Studio album by Davidge
- Released: 25 February 2014
- Recorded: 2013–2014
- Studios: Christchurch Studios, Bristol, United Kingdom
- Length: 55:11
- Label: 7Hz Productions
- Producer: Neil Davidge

Neil Davidge chronology
| Halo 4 Original Soundtrack (2012) | Slo Light (2014) |  |

Singles from Slo Light
- "Slo Light" Released: 3 December 2013; "Sleepwalking" Released: 20 February 2014; "Riot Pictures" Released: 7 October 2014;

= Slo Light =

Slo Light is the debut studio album by English musician, composer, and record producer Neil Davidge, under the name Davidge. The album was released on 25 February 2014, and was produced by Davidge himself. This album marks Davidge's first solo studio album, after several years working as a film score composer and record producer, best known for his collaborations with Massive Attack. The album was recorded in Christchurch Studios, best known for recording of Massive Attack's album, Mezzanine.
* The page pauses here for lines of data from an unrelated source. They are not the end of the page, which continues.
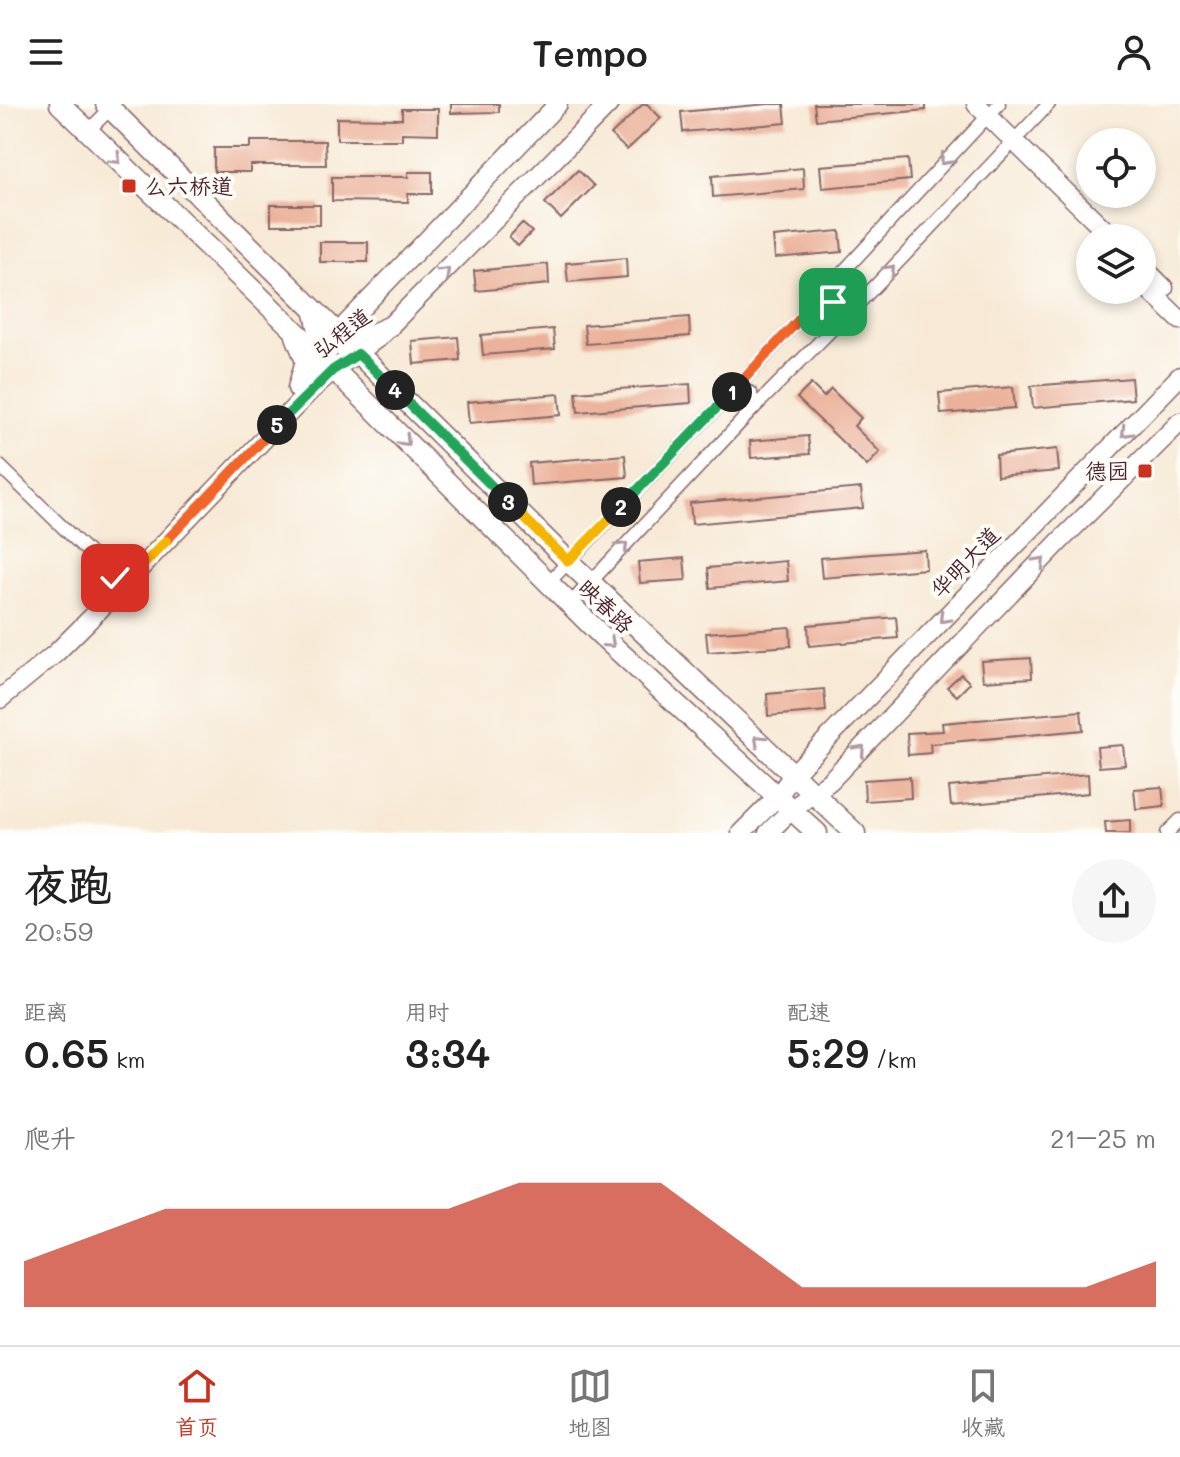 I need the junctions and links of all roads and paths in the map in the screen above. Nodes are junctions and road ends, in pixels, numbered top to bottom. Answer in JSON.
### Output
{"nodes":[{"id":1,"x":60,"y":104,"type":"edge"},
{"id":2,"x":609,"y":104,"type":"edge"},
{"id":3,"x":961,"y":104,"type":"edge"},
{"id":4,"x":1049,"y":104,"type":"edge"},
{"id":5,"x":111,"y":105,"type":"edge"},
{"id":6,"x":550,"y":107,"type":"edge"},
{"id":7,"x":985,"y":112,"type":"edge"},
{"id":8,"x":88,"y":131,"type":"junction"},
{"id":9,"x":1010,"y":145,"type":"junction"},
{"id":10,"x":1084,"y":224,"type":"edge"},
{"id":11,"x":1097,"y":224,"type":"edge"},
{"id":12,"x":1156,"y":280,"type":"edge"},
{"id":13,"x":830,"y":286,"type":"junction"},
{"id":14,"x":1156,"y":297,"type":"edge"},
{"id":15,"x":859,"y":303,"type":"junction"},
{"id":16,"x":1180,"y":304,"type":"edge"},
{"id":17,"x":364,"y":305,"type":"junction"},
{"id":18,"x":313,"y":309,"type":"junction"},
{"id":19,"x":1180,"y":320,"type":"edge"},
{"id":20,"x":290,"y":326,"type":"junction"},
{"id":21,"x":389,"y":327,"type":"joint"},
{"id":22,"x":332,"y":352,"type":"junction"},
{"id":23,"x":1180,"y":376,"type":"edge"},
{"id":24,"x":737,"y":387,"type":"junction"},
{"id":25,"x":302,"y":392,"type":"junction"},
{"id":26,"x":753,"y":409,"type":"junction"},
{"id":27,"x":1180,"y":422,"type":"edge"},
{"id":28,"x":0,"y":466,"type":"edge"},
{"id":29,"x":568,"y":561,"type":"junction"},
{"id":30,"x":119,"y":582,"type":"junction"},
{"id":31,"x":590,"y":582,"type":"junction"},
{"id":32,"x":548,"y":583,"type":"junction"},
{"id":33,"x":570,"y":604,"type":"junction"},
{"id":34,"x":0,"y":685,"type":"edge"},
{"id":35,"x":0,"y":699,"type":"edge"},
{"id":36,"x":795,"y":793,"type":"junction"},
{"id":37,"x":1180,"y":820,"type":"edge"},
{"id":38,"x":741,"y":833,"type":"edge"},
{"id":39,"x":768,"y":833,"type":"edge"},
{"id":40,"x":817,"y":833,"type":"edge"},
{"id":41,"x":855,"y":833,"type":"edge"},
{"id":42,"x":1167,"y":833,"type":"edge"}],
"edges":[{"from":1,"to":8,"type":"main road","name":"映春路"},
{"from":21,"to":2,"type":"main road","name":"弘程道","one_way":true},
{"from":3,"to":7,"type":"main road"},
{"from":4,"to":9,"type":"street"},
{"from":5,"to":8,"type":"street"},
{"from":5,"to":18,"type":"main road","name":"映春路"},
{"from":6,"to":17,"type":"main road","name":"弘程道"},
{"from":7,"to":9,"type":"main road"},
{"from":7,"to":13,"type":"street","one_way":true},
{"from":8,"to":20,"type":"main road","name":"映春路","one_way":true},
{"from":9,"to":10,"type":"main road"},
{"from":9,"to":11,"type":"main road"},
{"from":15,"to":9,"type":"street","one_way":true},
{"from":12,"to":16,"type":"main road"},
{"from":13,"to":15,"type":"street"},
{"from":13,"to":24,"type":"street"},
{"from":14,"to":19,"type":"main road"},
{"from":15,"to":26,"type":"street"},
{"from":17,"to":18,"type":"main road"},
{"from":17,"to":22,"type":"main road","name":"弘程道"},
{"from":18,"to":22,"type":"main road","name":"映春路"},
{"from":20,"to":22,"type":"main road","name":"映春路"},
{"from":20,"to":25,"type":"main road"},
{"from":21,"to":22,"type":"main road"},
{"from":22,"to":25,"type":"main road","name":"弘程道"},
{"from":22,"to":29,"type":"main road","name":"映春路"},
{"from":22,"to":32,"type":"main road","name":"映春路","one_way":true},
{"from":23,"to":36,"type":"main road","name":"华明大道","one_way":true},
{"from":24,"to":26,"type":"street"},
{"from":24,"to":29,"type":"street"},
{"from":25,"to":30,"type":"main road","name":"弘程道"},
{"from":31,"to":26,"type":"street","one_way":true},
{"from":36,"to":27,"type":"main road","one_way":true},
{"from":28,"to":30,"type":"street"},
{"from":29,"to":31,"type":"main road","name":"映春路"},
{"from":29,"to":32,"type":"street"},
{"from":30,"to":34,"type":"main road","name":"弘程道"},
{"from":30,"to":35,"type":"main road","name":"弘程道"},
{"from":31,"to":33,"type":"street"},
{"from":36,"to":31,"type":"main road","name":"映春路","one_way":true},
{"from":32,"to":33,"type":"main road","name":"映春路"},
{"from":33,"to":36,"type":"main road","name":"映春路","one_way":true},
{"from":36,"to":38,"type":"main road"},
{"from":36,"to":39,"type":"main road"},
{"from":36,"to":40,"type":"main road","name":"映春路"},
{"from":36,"to":41,"type":"main road","name":"映春路"},
{"from":37,"to":42,"type":"street"}]} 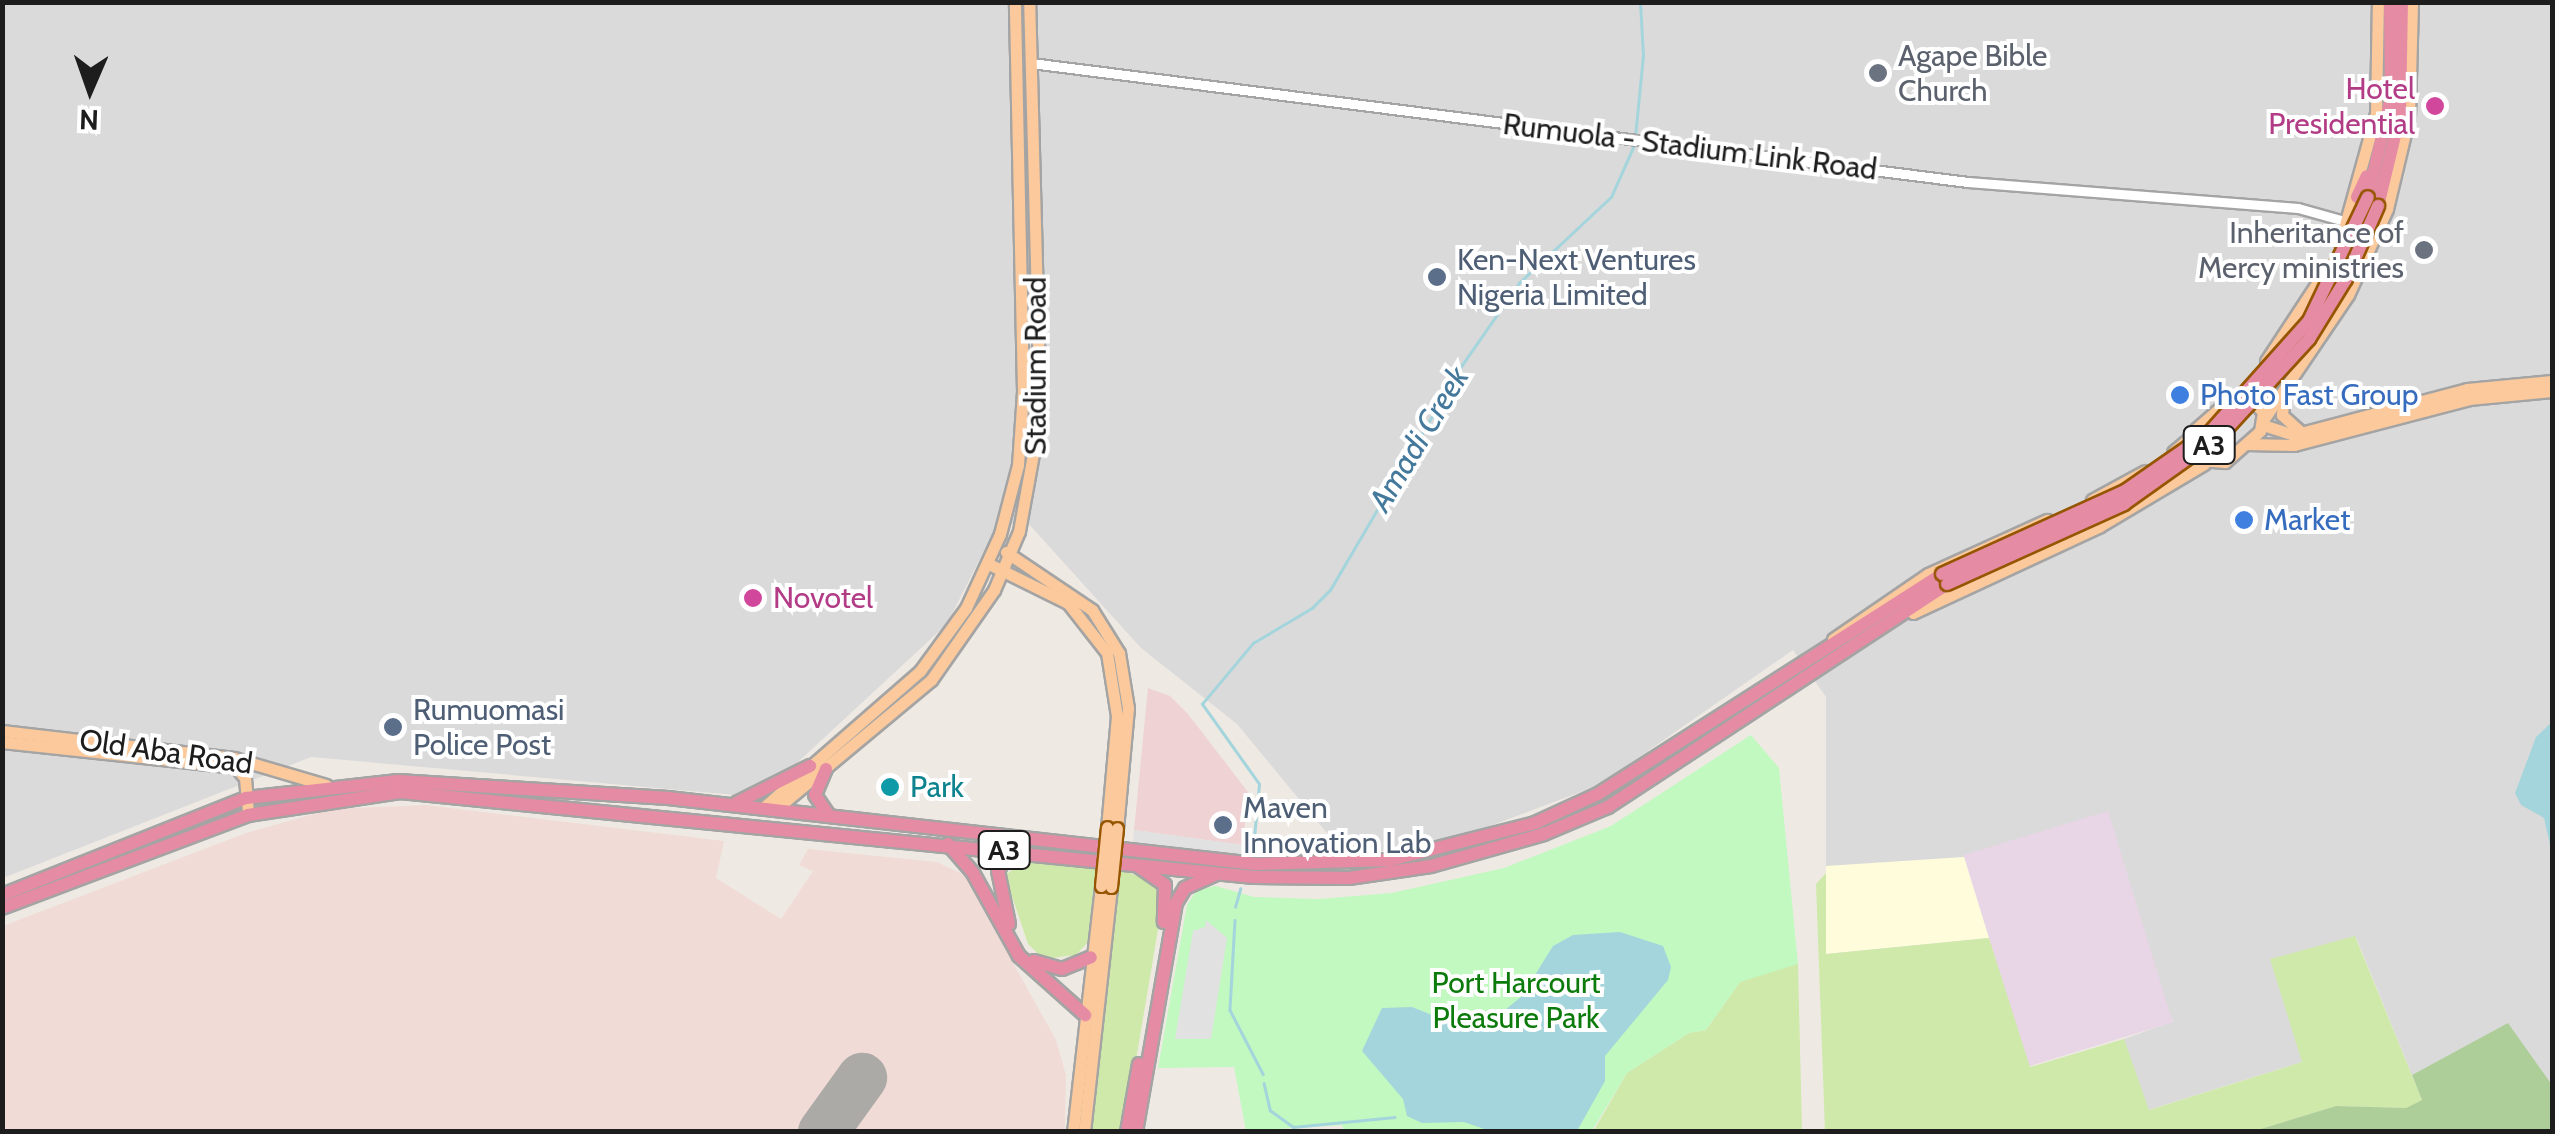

Former Strangelove's vocalist and guitarist Patrick Duff is featured on two of the album's bonus tracks. The album was met with generally positive reviews from music critics.

A film of the same name, built around the music of the album, and scored by Davidge, was planned and funded successfully through the crowd funding platform Kickstarter. The film completed principal photography in 2018, but as of 2026 has yet to be released.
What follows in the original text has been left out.